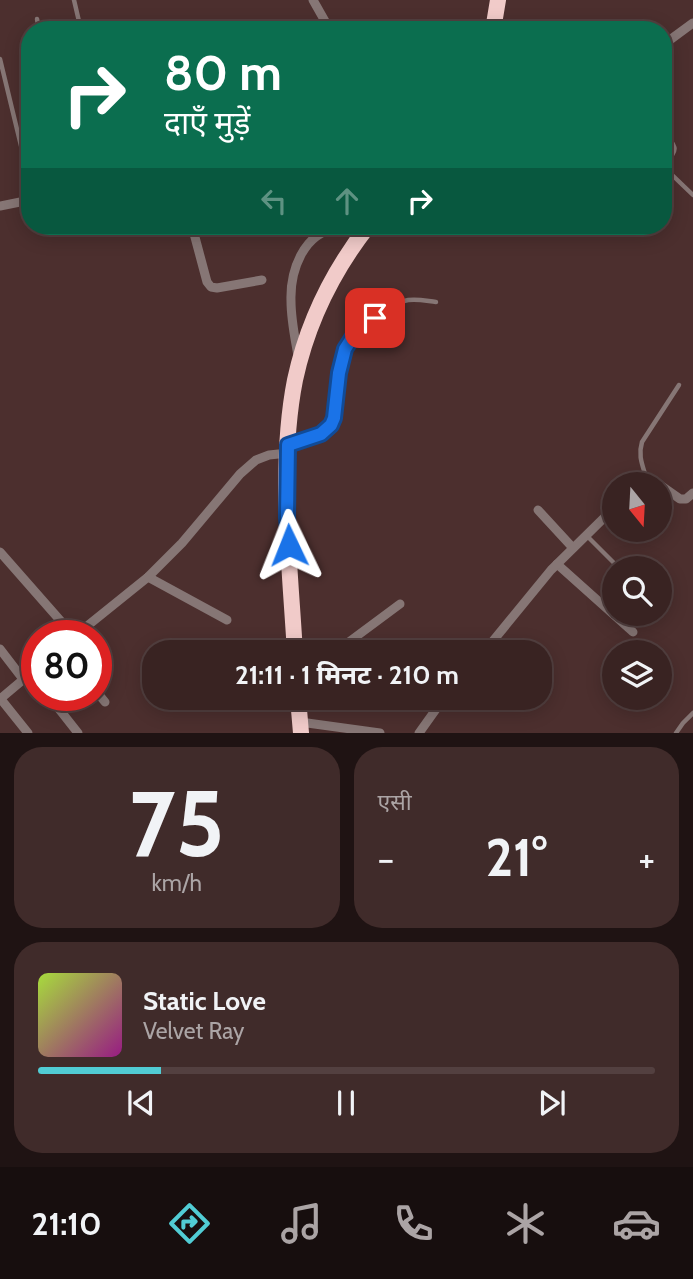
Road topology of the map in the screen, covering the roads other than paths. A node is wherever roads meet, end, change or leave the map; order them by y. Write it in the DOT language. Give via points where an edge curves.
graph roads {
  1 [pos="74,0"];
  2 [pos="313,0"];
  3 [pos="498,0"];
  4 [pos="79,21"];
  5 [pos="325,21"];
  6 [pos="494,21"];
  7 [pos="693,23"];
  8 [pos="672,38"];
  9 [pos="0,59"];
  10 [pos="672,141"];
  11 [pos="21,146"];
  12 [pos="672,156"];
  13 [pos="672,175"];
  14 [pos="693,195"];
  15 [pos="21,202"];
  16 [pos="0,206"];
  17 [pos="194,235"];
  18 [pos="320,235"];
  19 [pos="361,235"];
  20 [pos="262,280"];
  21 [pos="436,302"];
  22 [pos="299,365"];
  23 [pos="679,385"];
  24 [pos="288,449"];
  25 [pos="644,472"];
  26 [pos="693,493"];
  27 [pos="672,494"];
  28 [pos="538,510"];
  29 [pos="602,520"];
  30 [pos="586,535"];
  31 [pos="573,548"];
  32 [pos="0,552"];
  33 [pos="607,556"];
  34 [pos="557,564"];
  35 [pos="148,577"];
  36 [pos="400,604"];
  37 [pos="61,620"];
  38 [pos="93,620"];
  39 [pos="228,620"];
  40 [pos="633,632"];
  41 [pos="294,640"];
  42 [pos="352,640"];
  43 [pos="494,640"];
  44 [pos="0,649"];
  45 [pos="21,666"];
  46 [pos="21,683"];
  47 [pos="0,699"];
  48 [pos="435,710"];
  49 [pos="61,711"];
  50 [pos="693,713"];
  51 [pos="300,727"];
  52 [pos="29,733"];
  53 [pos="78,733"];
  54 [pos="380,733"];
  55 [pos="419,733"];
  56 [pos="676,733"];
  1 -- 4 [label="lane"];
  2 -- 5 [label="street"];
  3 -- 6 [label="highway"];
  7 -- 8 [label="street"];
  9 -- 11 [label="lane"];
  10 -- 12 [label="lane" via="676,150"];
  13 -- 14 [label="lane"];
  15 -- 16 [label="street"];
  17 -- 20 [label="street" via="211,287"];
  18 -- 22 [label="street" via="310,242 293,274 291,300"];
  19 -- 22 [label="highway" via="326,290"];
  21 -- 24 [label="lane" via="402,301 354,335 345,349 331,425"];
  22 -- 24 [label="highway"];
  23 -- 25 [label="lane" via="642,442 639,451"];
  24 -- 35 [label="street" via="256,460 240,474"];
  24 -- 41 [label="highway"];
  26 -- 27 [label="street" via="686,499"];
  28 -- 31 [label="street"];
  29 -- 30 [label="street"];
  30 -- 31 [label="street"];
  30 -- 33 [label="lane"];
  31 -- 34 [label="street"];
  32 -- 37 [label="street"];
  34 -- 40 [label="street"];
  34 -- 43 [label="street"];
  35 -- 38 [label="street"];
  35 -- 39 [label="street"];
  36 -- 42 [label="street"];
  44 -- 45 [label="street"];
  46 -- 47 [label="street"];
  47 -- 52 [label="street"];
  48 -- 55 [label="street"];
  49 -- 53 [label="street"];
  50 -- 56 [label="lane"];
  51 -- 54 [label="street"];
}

···

**What is required**
Search the entries above for the word "highway", and copy every line where it occurs.

**Answer space**
  3 -- 6 [label="highway"];
  19 -- 22 [label="highway" via="326,290"];
  22 -- 24 [label="highway"];
  24 -- 41 [label="highway"];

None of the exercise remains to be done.